--- Task ---
Exact transcription of the records is required.

==== Records for this task

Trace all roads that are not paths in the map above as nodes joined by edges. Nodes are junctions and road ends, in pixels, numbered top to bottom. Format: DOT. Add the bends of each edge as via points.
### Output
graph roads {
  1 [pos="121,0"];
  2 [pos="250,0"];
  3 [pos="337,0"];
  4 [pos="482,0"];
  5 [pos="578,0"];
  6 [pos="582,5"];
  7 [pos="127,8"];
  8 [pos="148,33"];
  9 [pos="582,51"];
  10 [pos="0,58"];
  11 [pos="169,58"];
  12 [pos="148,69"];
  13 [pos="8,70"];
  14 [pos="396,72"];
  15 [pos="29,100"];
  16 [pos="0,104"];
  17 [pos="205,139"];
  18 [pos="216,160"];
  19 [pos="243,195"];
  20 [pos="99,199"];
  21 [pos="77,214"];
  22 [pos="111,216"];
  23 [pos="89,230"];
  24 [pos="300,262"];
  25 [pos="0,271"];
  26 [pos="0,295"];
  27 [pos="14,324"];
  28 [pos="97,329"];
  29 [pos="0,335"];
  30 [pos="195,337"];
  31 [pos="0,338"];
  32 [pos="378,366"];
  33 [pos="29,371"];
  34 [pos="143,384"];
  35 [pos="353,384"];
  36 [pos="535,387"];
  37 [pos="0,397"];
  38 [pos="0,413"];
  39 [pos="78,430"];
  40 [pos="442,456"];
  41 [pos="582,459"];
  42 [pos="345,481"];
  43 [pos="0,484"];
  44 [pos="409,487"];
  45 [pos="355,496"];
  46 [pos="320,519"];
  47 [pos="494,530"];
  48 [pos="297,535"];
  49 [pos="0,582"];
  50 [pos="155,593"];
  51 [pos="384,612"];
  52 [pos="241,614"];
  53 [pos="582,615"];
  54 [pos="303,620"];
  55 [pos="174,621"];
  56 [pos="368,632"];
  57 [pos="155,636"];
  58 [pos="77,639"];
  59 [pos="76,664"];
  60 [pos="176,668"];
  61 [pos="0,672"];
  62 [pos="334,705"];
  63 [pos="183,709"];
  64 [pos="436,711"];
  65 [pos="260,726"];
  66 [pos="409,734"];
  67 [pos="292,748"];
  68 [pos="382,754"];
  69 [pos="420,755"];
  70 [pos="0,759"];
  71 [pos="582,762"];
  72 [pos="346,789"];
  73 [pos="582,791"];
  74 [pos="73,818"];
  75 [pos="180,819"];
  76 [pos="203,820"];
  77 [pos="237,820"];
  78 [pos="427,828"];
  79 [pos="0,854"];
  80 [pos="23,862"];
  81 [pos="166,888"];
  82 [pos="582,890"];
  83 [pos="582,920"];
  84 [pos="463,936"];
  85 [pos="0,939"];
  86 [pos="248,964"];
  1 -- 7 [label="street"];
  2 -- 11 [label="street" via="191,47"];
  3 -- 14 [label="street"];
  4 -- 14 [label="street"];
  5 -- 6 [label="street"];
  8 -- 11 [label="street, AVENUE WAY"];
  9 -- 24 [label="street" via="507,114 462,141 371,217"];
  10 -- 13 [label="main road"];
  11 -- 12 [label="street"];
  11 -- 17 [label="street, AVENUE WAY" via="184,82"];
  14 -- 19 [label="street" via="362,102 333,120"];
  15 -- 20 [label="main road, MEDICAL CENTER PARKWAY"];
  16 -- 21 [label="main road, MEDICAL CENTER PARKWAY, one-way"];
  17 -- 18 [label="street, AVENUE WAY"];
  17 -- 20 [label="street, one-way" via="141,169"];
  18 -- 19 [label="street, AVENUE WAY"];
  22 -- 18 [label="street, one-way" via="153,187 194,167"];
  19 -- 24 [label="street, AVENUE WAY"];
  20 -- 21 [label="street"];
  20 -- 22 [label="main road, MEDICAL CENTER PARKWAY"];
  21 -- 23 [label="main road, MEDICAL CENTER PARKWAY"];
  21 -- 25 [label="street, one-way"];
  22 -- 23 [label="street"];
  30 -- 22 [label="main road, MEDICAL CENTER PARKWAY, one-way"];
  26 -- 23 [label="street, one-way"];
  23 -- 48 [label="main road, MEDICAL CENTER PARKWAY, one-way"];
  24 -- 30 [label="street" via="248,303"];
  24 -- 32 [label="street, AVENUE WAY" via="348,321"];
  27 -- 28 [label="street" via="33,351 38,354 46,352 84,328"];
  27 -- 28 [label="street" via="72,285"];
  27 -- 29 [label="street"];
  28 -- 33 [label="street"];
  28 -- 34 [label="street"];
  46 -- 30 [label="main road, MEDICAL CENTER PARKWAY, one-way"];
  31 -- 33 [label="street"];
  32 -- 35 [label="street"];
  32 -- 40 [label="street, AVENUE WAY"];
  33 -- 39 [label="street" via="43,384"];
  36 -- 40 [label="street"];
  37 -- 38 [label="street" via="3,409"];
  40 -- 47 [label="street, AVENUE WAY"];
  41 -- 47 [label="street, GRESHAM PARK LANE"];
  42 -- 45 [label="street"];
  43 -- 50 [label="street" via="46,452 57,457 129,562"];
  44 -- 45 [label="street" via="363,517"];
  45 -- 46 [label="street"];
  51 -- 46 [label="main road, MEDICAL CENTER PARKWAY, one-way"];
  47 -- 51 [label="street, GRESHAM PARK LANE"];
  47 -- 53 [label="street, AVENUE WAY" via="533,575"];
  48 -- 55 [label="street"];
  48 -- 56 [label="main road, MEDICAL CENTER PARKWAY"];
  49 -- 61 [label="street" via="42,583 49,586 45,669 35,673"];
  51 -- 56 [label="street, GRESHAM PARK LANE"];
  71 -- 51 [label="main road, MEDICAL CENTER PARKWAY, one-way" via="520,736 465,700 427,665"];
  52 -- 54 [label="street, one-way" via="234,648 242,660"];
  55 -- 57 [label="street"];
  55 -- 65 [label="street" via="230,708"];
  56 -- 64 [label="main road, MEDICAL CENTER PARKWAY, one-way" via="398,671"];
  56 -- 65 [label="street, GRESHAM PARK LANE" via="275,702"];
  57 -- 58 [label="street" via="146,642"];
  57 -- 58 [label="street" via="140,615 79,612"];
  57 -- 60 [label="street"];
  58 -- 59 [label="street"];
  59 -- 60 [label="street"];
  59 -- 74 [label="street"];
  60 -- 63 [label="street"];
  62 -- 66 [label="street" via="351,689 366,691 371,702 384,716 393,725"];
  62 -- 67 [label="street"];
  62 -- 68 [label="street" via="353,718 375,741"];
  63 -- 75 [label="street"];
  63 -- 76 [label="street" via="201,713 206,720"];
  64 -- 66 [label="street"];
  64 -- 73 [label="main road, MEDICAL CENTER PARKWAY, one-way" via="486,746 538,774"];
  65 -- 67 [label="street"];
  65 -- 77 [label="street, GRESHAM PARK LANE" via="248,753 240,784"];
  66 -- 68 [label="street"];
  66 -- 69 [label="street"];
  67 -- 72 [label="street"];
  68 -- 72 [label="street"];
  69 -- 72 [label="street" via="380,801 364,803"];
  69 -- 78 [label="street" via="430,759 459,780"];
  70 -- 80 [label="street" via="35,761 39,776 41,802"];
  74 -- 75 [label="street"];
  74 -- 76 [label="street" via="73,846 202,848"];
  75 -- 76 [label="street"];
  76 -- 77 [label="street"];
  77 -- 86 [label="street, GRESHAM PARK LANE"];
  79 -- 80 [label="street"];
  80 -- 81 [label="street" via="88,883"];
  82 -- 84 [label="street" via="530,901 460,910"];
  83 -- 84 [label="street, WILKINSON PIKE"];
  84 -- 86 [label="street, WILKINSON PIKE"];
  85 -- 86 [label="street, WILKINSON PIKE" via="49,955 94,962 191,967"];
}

========

--- Response to the task ---
Trace all roads that are not paths in the map above as nodes joined by edges. Nodes are junctions and road ends, in pixels, numbered top to bottom. Format: DOT. Add the bends of each edge as via points.
### Output
graph roads {
  1 [pos="121,0"];
  2 [pos="250,0"];
  3 [pos="337,0"];
  4 [pos="482,0"];
  5 [pos="578,0"];
  6 [pos="582,5"];
  7 [pos="127,8"];
  8 [pos="148,33"];
  9 [pos="582,51"];
  10 [pos="0,58"];
  11 [pos="169,58"];
  12 [pos="148,69"];
  13 [pos="8,70"];
  14 [pos="396,72"];
  15 [pos="29,100"];
  16 [pos="0,104"];
  17 [pos="205,139"];
  18 [pos="216,160"];
  19 [pos="243,195"];
  20 [pos="99,199"];
  21 [pos="77,214"];
  22 [pos="111,216"];
  23 [pos="89,230"];
  24 [pos="300,262"];
  25 [pos="0,271"];
  26 [pos="0,295"];
  27 [pos="14,324"];
  28 [pos="97,329"];
  29 [pos="0,335"];
  30 [pos="195,337"];
  31 [pos="0,338"];
  32 [pos="378,366"];
  33 [pos="29,371"];
  34 [pos="143,384"];
  35 [pos="353,384"];
  36 [pos="535,387"];
  37 [pos="0,397"];
  38 [pos="0,413"];
  39 [pos="78,430"];
  40 [pos="442,456"];
  41 [pos="582,459"];
  42 [pos="345,481"];
  43 [pos="0,484"];
  44 [pos="409,487"];
  45 [pos="355,496"];
  46 [pos="320,519"];
  47 [pos="494,530"];
  48 [pos="297,535"];
  49 [pos="0,582"];
  50 [pos="155,593"];
  51 [pos="384,612"];
  52 [pos="241,614"];
  53 [pos="582,615"];
  54 [pos="303,620"];
  55 [pos="174,621"];
  56 [pos="368,632"];
  57 [pos="155,636"];
  58 [pos="77,639"];
  59 [pos="76,664"];
  60 [pos="176,668"];
  61 [pos="0,672"];
  62 [pos="334,705"];
  63 [pos="183,709"];
  64 [pos="436,711"];
  65 [pos="260,726"];
  66 [pos="409,734"];
  67 [pos="292,748"];
  68 [pos="382,754"];
  69 [pos="420,755"];
  70 [pos="0,759"];
  71 [pos="582,762"];
  72 [pos="346,789"];
  73 [pos="582,791"];
  74 [pos="73,818"];
  75 [pos="180,819"];
  76 [pos="203,820"];
  77 [pos="237,820"];
  78 [pos="427,828"];
  79 [pos="0,854"];
  80 [pos="23,862"];
  81 [pos="166,888"];
  82 [pos="582,890"];
  83 [pos="582,920"];
  84 [pos="463,936"];
  85 [pos="0,939"];
  86 [pos="248,964"];
  1 -- 7 [label="street"];
  2 -- 11 [label="street" via="191,47"];
  3 -- 14 [label="street"];
  4 -- 14 [label="street"];
  5 -- 6 [label="street"];
  8 -- 11 [label="street, AVENUE WAY"];
  9 -- 24 [label="street" via="507,114 462,141 371,217"];
  10 -- 13 [label="main road"];
  11 -- 12 [label="street"];
  11 -- 17 [label="street, AVENUE WAY" via="184,82"];
  14 -- 19 [label="street" via="362,102 333,120"];
  15 -- 20 [label="main road, MEDICAL CENTER PARKWAY"];
  16 -- 21 [label="main road, MEDICAL CENTER PARKWAY, one-way"];
  17 -- 18 [label="street, AVENUE WAY"];
  17 -- 20 [label="street, one-way" via="141,169"];
  18 -- 19 [label="street, AVENUE WAY"];
  22 -- 18 [label="street, one-way" via="153,187 194,167"];
  19 -- 24 [label="street, AVENUE WAY"];
  20 -- 21 [label="street"];
  20 -- 22 [label="main road, MEDICAL CENTER PARKWAY"];
  21 -- 23 [label="main road, MEDICAL CENTER PARKWAY"];
  21 -- 25 [label="street, one-way"];
  22 -- 23 [label="street"];
  30 -- 22 [label="main road, MEDICAL CENTER PARKWAY, one-way"];
  26 -- 23 [label="street, one-way"];
  23 -- 48 [label="main road, MEDICAL CENTER PARKWAY, one-way"];
  24 -- 30 [label="street" via="248,303"];
  24 -- 32 [label="street, AVENUE WAY" via="348,321"];
  27 -- 28 [label="street" via="33,351 38,354 46,352 84,328"];
  27 -- 28 [label="street" via="72,285"];
  27 -- 29 [label="street"];
  28 -- 33 [label="street"];
  28 -- 34 [label="street"];
  46 -- 30 [label="main road, MEDICAL CENTER PARKWAY, one-way"];
  31 -- 33 [label="street"];
  32 -- 35 [label="street"];
  32 -- 40 [label="street, AVENUE WAY"];
  33 -- 39 [label="street" via="43,384"];
  36 -- 40 [label="street"];
  37 -- 38 [label="street" via="3,409"];
  40 -- 47 [label="street, AVENUE WAY"];
  41 -- 47 [label="street, GRESHAM PARK LANE"];
  42 -- 45 [label="street"];
  43 -- 50 [label="street" via="46,452 57,457 129,562"];
  44 -- 45 [label="street" via="363,517"];
  45 -- 46 [label="street"];
  51 -- 46 [label="main road, MEDICAL CENTER PARKWAY, one-way"];
  47 -- 51 [label="street, GRESHAM PARK LANE"];
  47 -- 53 [label="street, AVENUE WAY" via="533,575"];
  48 -- 55 [label="street"];
  48 -- 56 [label="main road, MEDICAL CENTER PARKWAY"];
  49 -- 61 [label="street" via="42,583 49,586 45,669 35,673"];
  51 -- 56 [label="street, GRESHAM PARK LANE"];
  71 -- 51 [label="main road, MEDICAL CENTER PARKWAY, one-way" via="520,736 465,700 427,665"];
  52 -- 54 [label="street, one-way" via="234,648 242,660"];
  55 -- 57 [label="street"];
  55 -- 65 [label="street" via="230,708"];
  56 -- 64 [label="main road, MEDICAL CENTER PARKWAY, one-way" via="398,671"];
  56 -- 65 [label="street, GRESHAM PARK LANE" via="275,702"];
  57 -- 58 [label="street" via="146,642"];
  57 -- 58 [label="street" via="140,615 79,612"];
  57 -- 60 [label="street"];
  58 -- 59 [label="street"];
  59 -- 60 [label="street"];
  59 -- 74 [label="street"];
  60 -- 63 [label="street"];
  62 -- 66 [label="street" via="351,689 366,691 371,702 384,716 393,725"];
  62 -- 67 [label="street"];
  62 -- 68 [label="street" via="353,718 375,741"];
  63 -- 75 [label="street"];
  63 -- 76 [label="street" via="201,713 206,720"];
  64 -- 66 [label="street"];
  64 -- 73 [label="main road, MEDICAL CENTER PARKWAY, one-way" via="486,746 538,774"];
  65 -- 67 [label="street"];
  65 -- 77 [label="street, GRESHAM PARK LANE" via="248,753 240,784"];
  66 -- 68 [label="street"];
  66 -- 69 [label="street"];
  67 -- 72 [label="street"];
  68 -- 72 [label="street"];
  69 -- 72 [label="street" via="380,801 364,803"];
  69 -- 78 [label="street" via="430,759 459,780"];
  70 -- 80 [label="street" via="35,761 39,776 41,802"];
  74 -- 75 [label="street"];
  74 -- 76 [label="street" via="73,846 202,848"];
  75 -- 76 [label="street"];
  76 -- 77 [label="street"];
  77 -- 86 [label="street, GRESHAM PARK LANE"];
  79 -- 80 [label="street"];
  80 -- 81 [label="street" via="88,883"];
  82 -- 84 [label="street" via="530,901 460,910"];
  83 -- 84 [label="street, WILKINSON PIKE"];
  84 -- 86 [label="street, WILKINSON PIKE"];
  85 -- 86 [label="street, WILKINSON PIKE" via="49,955 94,962 191,967"];
}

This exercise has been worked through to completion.